Problem requirements
Write out the whole listing below so that every line matches exactly.

Data for this exercise

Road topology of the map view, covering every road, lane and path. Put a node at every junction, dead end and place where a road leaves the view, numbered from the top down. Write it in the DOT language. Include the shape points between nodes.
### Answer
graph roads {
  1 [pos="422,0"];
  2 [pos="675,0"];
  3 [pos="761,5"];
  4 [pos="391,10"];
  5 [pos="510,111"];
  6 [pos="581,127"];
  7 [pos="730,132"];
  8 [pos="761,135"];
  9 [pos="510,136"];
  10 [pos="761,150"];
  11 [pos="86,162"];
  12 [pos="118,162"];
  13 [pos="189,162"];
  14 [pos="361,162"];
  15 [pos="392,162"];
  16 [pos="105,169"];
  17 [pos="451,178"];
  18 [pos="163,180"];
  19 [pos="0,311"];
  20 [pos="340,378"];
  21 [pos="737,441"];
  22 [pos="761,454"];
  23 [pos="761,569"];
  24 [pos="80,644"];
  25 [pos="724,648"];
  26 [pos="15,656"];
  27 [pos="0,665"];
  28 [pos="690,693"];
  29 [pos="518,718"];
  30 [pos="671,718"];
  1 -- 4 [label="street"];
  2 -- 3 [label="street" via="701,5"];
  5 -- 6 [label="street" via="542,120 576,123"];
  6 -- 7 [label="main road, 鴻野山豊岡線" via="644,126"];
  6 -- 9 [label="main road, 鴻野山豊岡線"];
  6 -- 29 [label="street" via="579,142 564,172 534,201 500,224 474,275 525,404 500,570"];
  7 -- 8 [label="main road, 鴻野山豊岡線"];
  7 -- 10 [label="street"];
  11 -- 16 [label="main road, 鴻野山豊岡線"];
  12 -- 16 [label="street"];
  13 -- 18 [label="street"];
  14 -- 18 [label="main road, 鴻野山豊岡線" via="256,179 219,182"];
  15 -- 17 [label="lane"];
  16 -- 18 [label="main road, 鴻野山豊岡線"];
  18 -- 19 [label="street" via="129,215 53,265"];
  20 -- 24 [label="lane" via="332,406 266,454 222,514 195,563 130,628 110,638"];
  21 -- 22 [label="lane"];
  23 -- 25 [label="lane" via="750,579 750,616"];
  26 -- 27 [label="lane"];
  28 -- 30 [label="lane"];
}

Answer below
Road topology of the map view, covering every road, lane and path. Put a node at every junction, dead end and place where a road leaves the view, numbered from the top down. Write it in the DOT language. Include the shape points between nodes.
### Answer
graph roads {
  1 [pos="422,0"];
  2 [pos="675,0"];
  3 [pos="761,5"];
  4 [pos="391,10"];
  5 [pos="510,111"];
  6 [pos="581,127"];
  7 [pos="730,132"];
  8 [pos="761,135"];
  9 [pos="510,136"];
  10 [pos="761,150"];
  11 [pos="86,162"];
  12 [pos="118,162"];
  13 [pos="189,162"];
  14 [pos="361,162"];
  15 [pos="392,162"];
  16 [pos="105,169"];
  17 [pos="451,178"];
  18 [pos="163,180"];
  19 [pos="0,311"];
  20 [pos="340,378"];
  21 [pos="737,441"];
  22 [pos="761,454"];
  23 [pos="761,569"];
  24 [pos="80,644"];
  25 [pos="724,648"];
  26 [pos="15,656"];
  27 [pos="0,665"];
  28 [pos="690,693"];
  29 [pos="518,718"];
  30 [pos="671,718"];
  1 -- 4 [label="street"];
  2 -- 3 [label="street" via="701,5"];
  5 -- 6 [label="street" via="542,120 576,123"];
  6 -- 7 [label="main road, 鴻野山豊岡線" via="644,126"];
  6 -- 9 [label="main road, 鴻野山豊岡線"];
  6 -- 29 [label="street" via="579,142 564,172 534,201 500,224 474,275 525,404 500,570"];
  7 -- 8 [label="main road, 鴻野山豊岡線"];
  7 -- 10 [label="street"];
  11 -- 16 [label="main road, 鴻野山豊岡線"];
  12 -- 16 [label="street"];
  13 -- 18 [label="street"];
  14 -- 18 [label="main road, 鴻野山豊岡線" via="256,179 219,182"];
  15 -- 17 [label="lane"];
  16 -- 18 [label="main road, 鴻野山豊岡線"];
  18 -- 19 [label="street" via="129,215 53,265"];
  20 -- 24 [label="lane" via="332,406 266,454 222,514 195,563 130,628 110,638"];
  21 -- 22 [label="lane"];
  23 -- 25 [label="lane" via="750,579 750,616"];
  26 -- 27 [label="lane"];
  28 -- 30 [label="lane"];
}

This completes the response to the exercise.